Collection entries:

____________

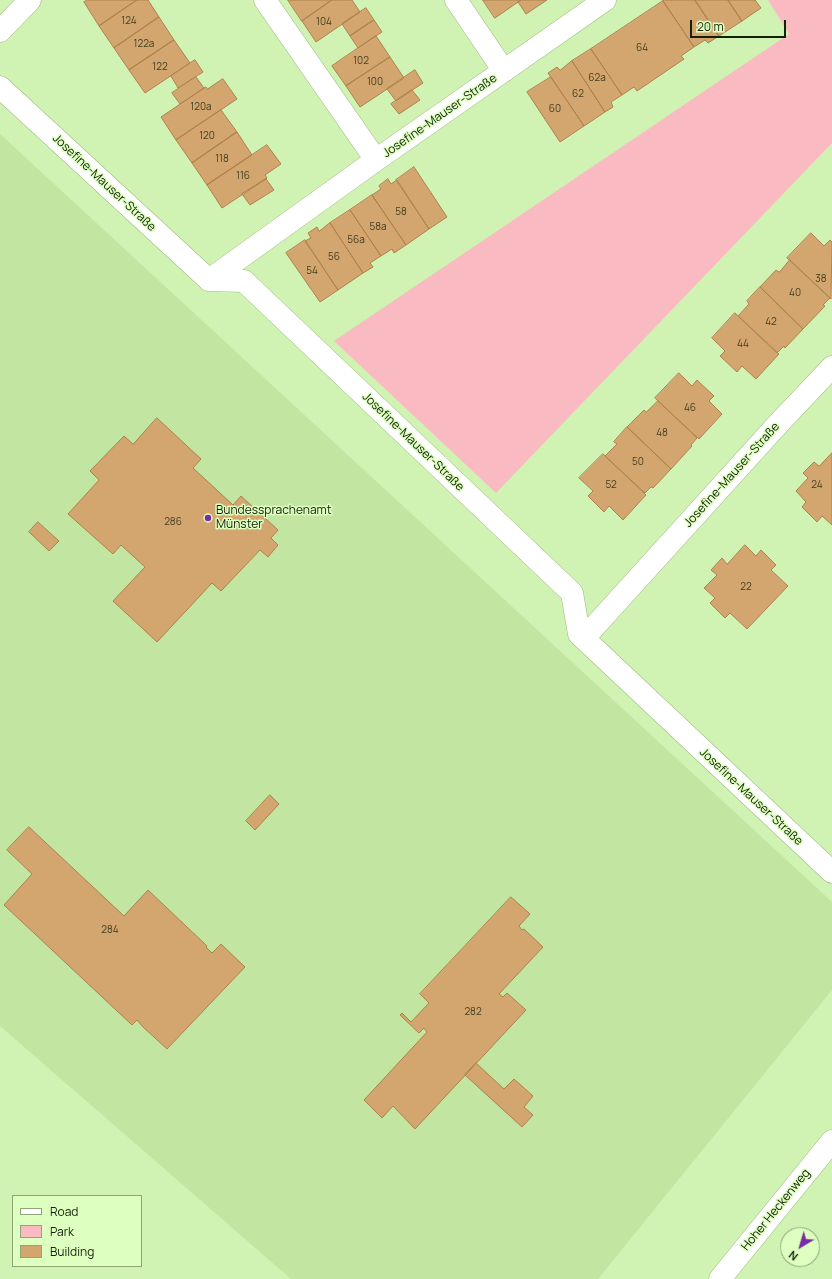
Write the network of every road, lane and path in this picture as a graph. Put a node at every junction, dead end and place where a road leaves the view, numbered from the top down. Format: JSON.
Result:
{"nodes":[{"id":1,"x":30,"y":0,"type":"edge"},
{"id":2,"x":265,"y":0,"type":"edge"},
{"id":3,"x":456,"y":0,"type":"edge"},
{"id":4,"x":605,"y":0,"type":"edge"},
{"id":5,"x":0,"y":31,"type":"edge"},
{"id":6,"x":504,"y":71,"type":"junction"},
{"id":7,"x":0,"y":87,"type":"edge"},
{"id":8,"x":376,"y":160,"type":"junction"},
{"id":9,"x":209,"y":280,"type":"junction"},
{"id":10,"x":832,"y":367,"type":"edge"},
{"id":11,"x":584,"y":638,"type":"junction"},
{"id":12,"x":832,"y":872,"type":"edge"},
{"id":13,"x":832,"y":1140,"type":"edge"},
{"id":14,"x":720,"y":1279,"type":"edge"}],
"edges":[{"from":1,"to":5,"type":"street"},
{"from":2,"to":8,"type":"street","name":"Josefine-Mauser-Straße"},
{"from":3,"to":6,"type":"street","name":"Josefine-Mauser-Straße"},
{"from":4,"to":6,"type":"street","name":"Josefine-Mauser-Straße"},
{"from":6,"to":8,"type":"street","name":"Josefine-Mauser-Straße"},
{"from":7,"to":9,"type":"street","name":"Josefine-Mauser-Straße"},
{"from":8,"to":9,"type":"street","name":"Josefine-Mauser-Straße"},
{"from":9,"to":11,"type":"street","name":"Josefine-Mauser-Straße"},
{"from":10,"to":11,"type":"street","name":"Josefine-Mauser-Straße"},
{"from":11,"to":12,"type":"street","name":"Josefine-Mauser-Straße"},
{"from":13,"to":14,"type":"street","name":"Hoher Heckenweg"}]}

____________

## About this exercise
Check each line of the entries above, and show every one holding the word "Mauser".

## Answer space
{"from":2,"to":8,"type":"street","name":"Josefine-Mauser-Straße"},
{"from":3,"to":6,"type":"street","name":"Josefine-Mauser-Straße"},
{"from":4,"to":6,"type":"street","name":"Josefine-Mauser-Straße"},
{"from":6,"to":8,"type":"street","name":"Josefine-Mauser-Straße"},
{"from":7,"to":9,"type":"street","name":"Josefine-Mauser-Straße"},
{"from":8,"to":9,"type":"street","name":"Josefine-Mauser-Straße"},
{"from":9,"to":11,"type":"street","name":"Josefine-Mauser-Straße"},
{"from":10,"to":11,"type":"street","name":"Josefine-Mauser-Straße"},
{"from":11,"to":12,"type":"street","name":"Josefine-Mauser-Straße"},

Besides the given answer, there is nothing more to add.